_PROVIDED RECORDS_
━━━

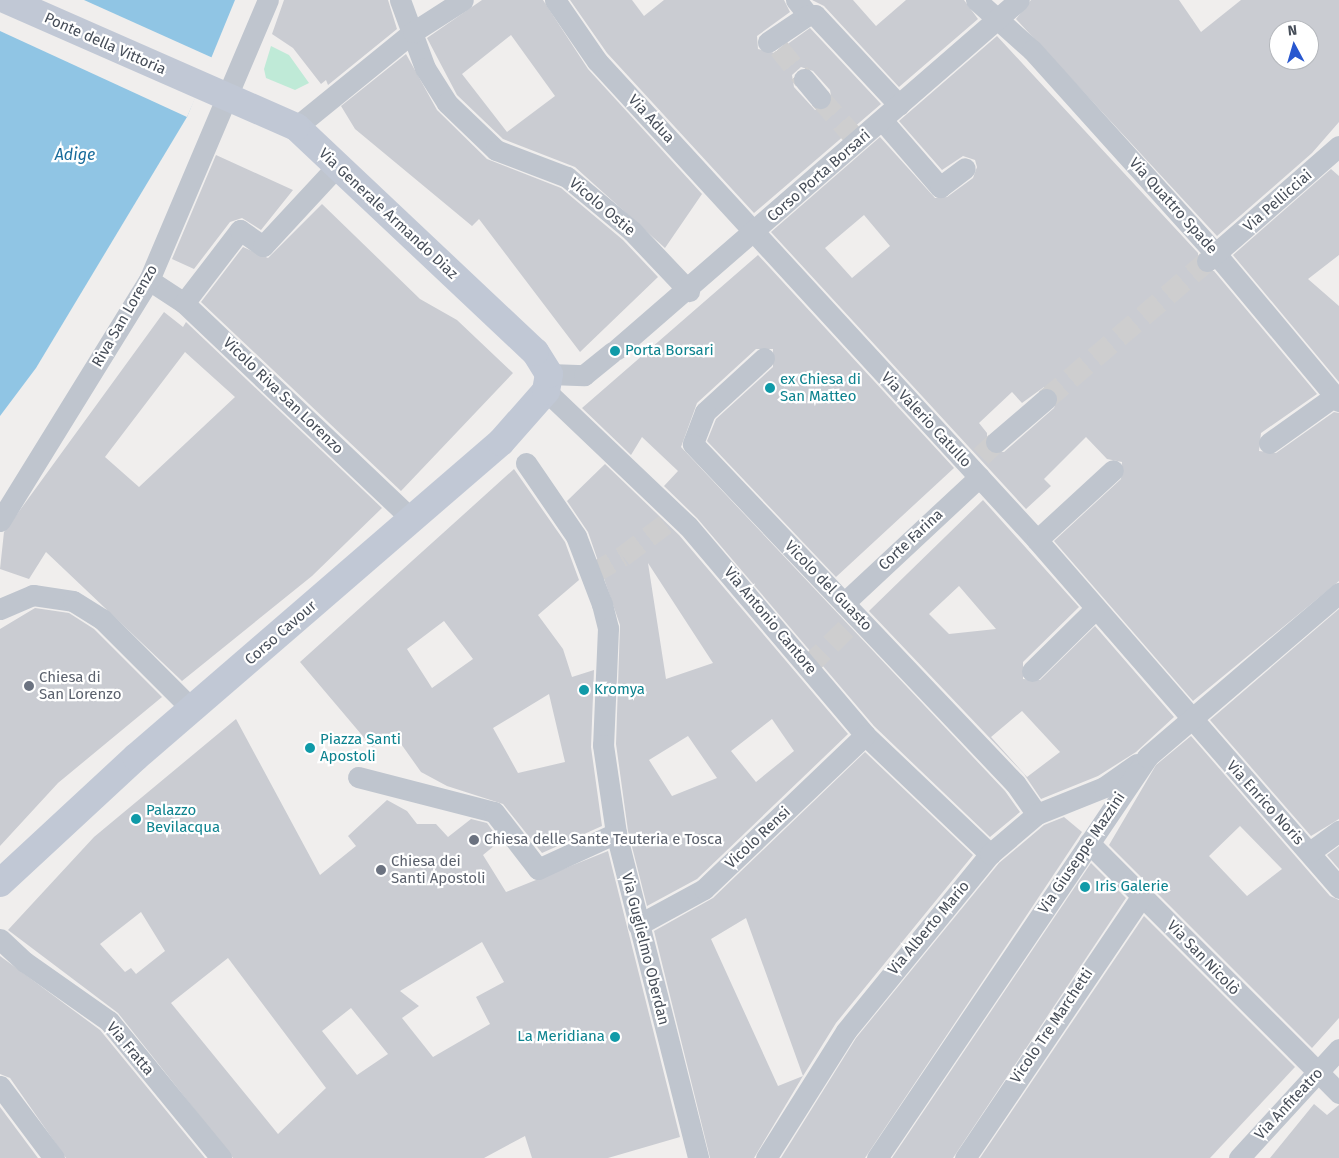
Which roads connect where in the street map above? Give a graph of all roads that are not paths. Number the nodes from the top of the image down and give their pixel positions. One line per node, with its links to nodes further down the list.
1 (7, 0): 13 (street, Ponte della Vittoria)
2 (268, 0): 15 (street, Riva San Lorenzo)
3 (400, 0): 10 (street, Vicolo Ostie)
4 (463, 0): 10 (street)
5 (555, 0): 22 (street, Via Adua)
6 (976, 0): 9 (street, Via Quattro Spade)
7 (1019, 0): 9 (street, Corso Porta Borsari)
8 (802, 8): 11 (street); 16 (street)
9 (998, 18): 16 (street, Corso Porta Borsari); 23 (street, Via Quattro Spade)
10 (412, 32): 18 (street); 25 (street, Vicolo Ostie)
11 (774, 43)
12 (804, 80): 14 (street)
13 (202, 89): 15 (street, Via Generale Armando Diaz)
14 (820, 98)
15 (229, 99): 18 (street, Via Generale Armando Diaz); 24 (street, Riva San Lorenzo)
16 (899, 105): 17 (street, Corso Porta Borsari)
17 (882, 120): 21 (street); 22 (street, Corso Porta Borsari)
18 (296, 127): 20 (street, Via Generale Armando Diaz)
19 (1335, 158): 23 (street, Via Pellicciai)
20 (337, 166): 26 (street); 28 (street, Via Generale Armando Diaz)
21 (965, 168)
22 (755, 232): 25 (street, Corso Porta Borsari); 32 (street, Via Valerio Catullo)
23 (1212, 258): 30 (street, Via Quattro Spade)
24 (149, 280): 26 (street, Vicolo Riva San Lorenzo); 36 (street, Riva San Lorenzo)
25 (689, 291): 28 (street, Corso Porta Borsari)
26 (184, 303): 35 (street, Vicolo Riva San Lorenzo)
27 (764, 358): 39 (street, Vicolo del Guasto)
28 (547, 383): 35 (street, Corso Cavour); 45 (street, Via Antonio Cantore)
29 (1046, 399): 32 (street, Corte Farina)
30 (1337, 399): 31 (street)
31 (1269, 443)
32 (981, 461): 37 (street, Via Valerio Catullo); 39 (street, Corte Farina)
33 (526, 463): 50 (street, Via Guglielmo Oberdan)
34 (1113, 470): 37 (street)
35 (412, 519): 43 (street, Corso Cavour)
36 (0, 521)
37 (1037, 540): 41 (street, Via Valerio Catullo)
38 (1339, 593): 44 (street, Via Giuseppe Mazzini)
39 (844, 603): 48 (street, Vicolo del Guasto)
40 (0, 609): 43 (street)
41 (1094, 610): 42 (street); 44 (street, Via Valerio Catullo)
42 (1032, 670)
43 (193, 710): 54 (street, Corso Cavour)
44 (1189, 719): 46 (street, Via Giuseppe Mazzini); 52 (street, Via Enrico Noris)
45 (865, 735): 53 (street, Via Antonio Cantore); 57 (street, Vicolo Rensi)
46 (1147, 757): 48 (street, Via Alberto Mario); 51 (street, Via Giuseppe Mazzini)
47 (358, 777): 50 (street)
48 (1037, 814): 53 (street, Via Alberto Mario)
49 (1339, 831): 52 (street)
50 (616, 833): 57 (street, Via Guglielmo Oberdan)
51 (1089, 843): 56 (street, Via San Nicolò); 67 (street, Via Giuseppe Mazzini)
52 (1310, 852): 55 (street, Via Enrico Noris)
53 (990, 854): 66 (street, Via Alberto Mario)
54 (0, 883)
55 (1339, 888)
56 (1142, 896): 60 (street, Via San Nicolò); 68 (street, Vicolo Tre Marchetti)
57 (638, 925): 63 (street, Via Guglielmo Oberdan)
58 (0, 938): 65 (street, Via Fratta)
59 (1339, 1049): 60 (street, Via Anfiteatro)
60 (1316, 1074): 62 (street, Via San Nicolò); 69 (street, Via Anfiteatro)
61 (0, 1086): 64 (street)
62 (1339, 1093)
63 (692, 1157)
64 (54, 1158)
65 (220, 1158)
66 (766, 1158)
67 (877, 1158)
68 (965, 1158)
69 (1239, 1158)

━━━

Return every entry word for word, leaving the pictures out.

Which roads connect where in the street map above? Give a graph of all roads that are not paths. Number the nodes from the top of the image down and give their pixel positions. One line per node, with its links to nodes further down the list.
1 (7, 0): 13 (street, Ponte della Vittoria)
2 (268, 0): 15 (street, Riva San Lorenzo)
3 (400, 0): 10 (street, Vicolo Ostie)
4 (463, 0): 10 (street)
5 (555, 0): 22 (street, Via Adua)
6 (976, 0): 9 (street, Via Quattro Spade)
7 (1019, 0): 9 (street, Corso Porta Borsari)
8 (802, 8): 11 (street); 16 (street)
9 (998, 18): 16 (street, Corso Porta Borsari); 23 (street, Via Quattro Spade)
10 (412, 32): 18 (street); 25 (street, Vicolo Ostie)
11 (774, 43)
12 (804, 80): 14 (street)
13 (202, 89): 15 (street, Via Generale Armando Diaz)
14 (820, 98)
15 (229, 99): 18 (street, Via Generale Armando Diaz); 24 (street, Riva San Lorenzo)
16 (899, 105): 17 (street, Corso Porta Borsari)
17 (882, 120): 21 (street); 22 (street, Corso Porta Borsari)
18 (296, 127): 20 (street, Via Generale Armando Diaz)
19 (1335, 158): 23 (street, Via Pellicciai)
20 (337, 166): 26 (street); 28 (street, Via Generale Armando Diaz)
21 (965, 168)
22 (755, 232): 25 (street, Corso Porta Borsari); 32 (street, Via Valerio Catullo)
23 (1212, 258): 30 (street, Via Quattro Spade)
24 (149, 280): 26 (street, Vicolo Riva San Lorenzo); 36 (street, Riva San Lorenzo)
25 (689, 291): 28 (street, Corso Porta Borsari)
26 (184, 303): 35 (street, Vicolo Riva San Lorenzo)
27 (764, 358): 39 (street, Vicolo del Guasto)
28 (547, 383): 35 (street, Corso Cavour); 45 (street, Via Antonio Cantore)
29 (1046, 399): 32 (street, Corte Farina)
30 (1337, 399): 31 (street)
31 (1269, 443)
32 (981, 461): 37 (street, Via Valerio Catullo); 39 (street, Corte Farina)
33 (526, 463): 50 (street, Via Guglielmo Oberdan)
34 (1113, 470): 37 (street)
35 (412, 519): 43 (street, Corso Cavour)
36 (0, 521)
37 (1037, 540): 41 (street, Via Valerio Catullo)
38 (1339, 593): 44 (street, Via Giuseppe Mazzini)
39 (844, 603): 48 (street, Vicolo del Guasto)
40 (0, 609): 43 (street)
41 (1094, 610): 42 (street); 44 (street, Via Valerio Catullo)
42 (1032, 670)
43 (193, 710): 54 (street, Corso Cavour)
44 (1189, 719): 46 (street, Via Giuseppe Mazzini); 52 (street, Via Enrico Noris)
45 (865, 735): 53 (street, Via Antonio Cantore); 57 (street, Vicolo Rensi)
46 (1147, 757): 48 (street, Via Alberto Mario); 51 (street, Via Giuseppe Mazzini)
47 (358, 777): 50 (street)
48 (1037, 814): 53 (street, Via Alberto Mario)
49 (1339, 831): 52 (street)
50 (616, 833): 57 (street, Via Guglielmo Oberdan)
51 (1089, 843): 56 (street, Via San Nicolò); 67 (street, Via Giuseppe Mazzini)
52 (1310, 852): 55 (street, Via Enrico Noris)
53 (990, 854): 66 (street, Via Alberto Mario)
54 (0, 883)
55 (1339, 888)
56 (1142, 896): 60 (street, Via San Nicolò); 68 (street, Vicolo Tre Marchetti)
57 (638, 925): 63 (street, Via Guglielmo Oberdan)
58 (0, 938): 65 (street, Via Fratta)
59 (1339, 1049): 60 (street, Via Anfiteatro)
60 (1316, 1074): 62 (street, Via San Nicolò); 69 (street, Via Anfiteatro)
61 (0, 1086): 64 (street)
62 (1339, 1093)
63 (692, 1157)
64 (54, 1158)
65 (220, 1158)
66 (766, 1158)
67 (877, 1158)
68 (965, 1158)
69 (1239, 1158)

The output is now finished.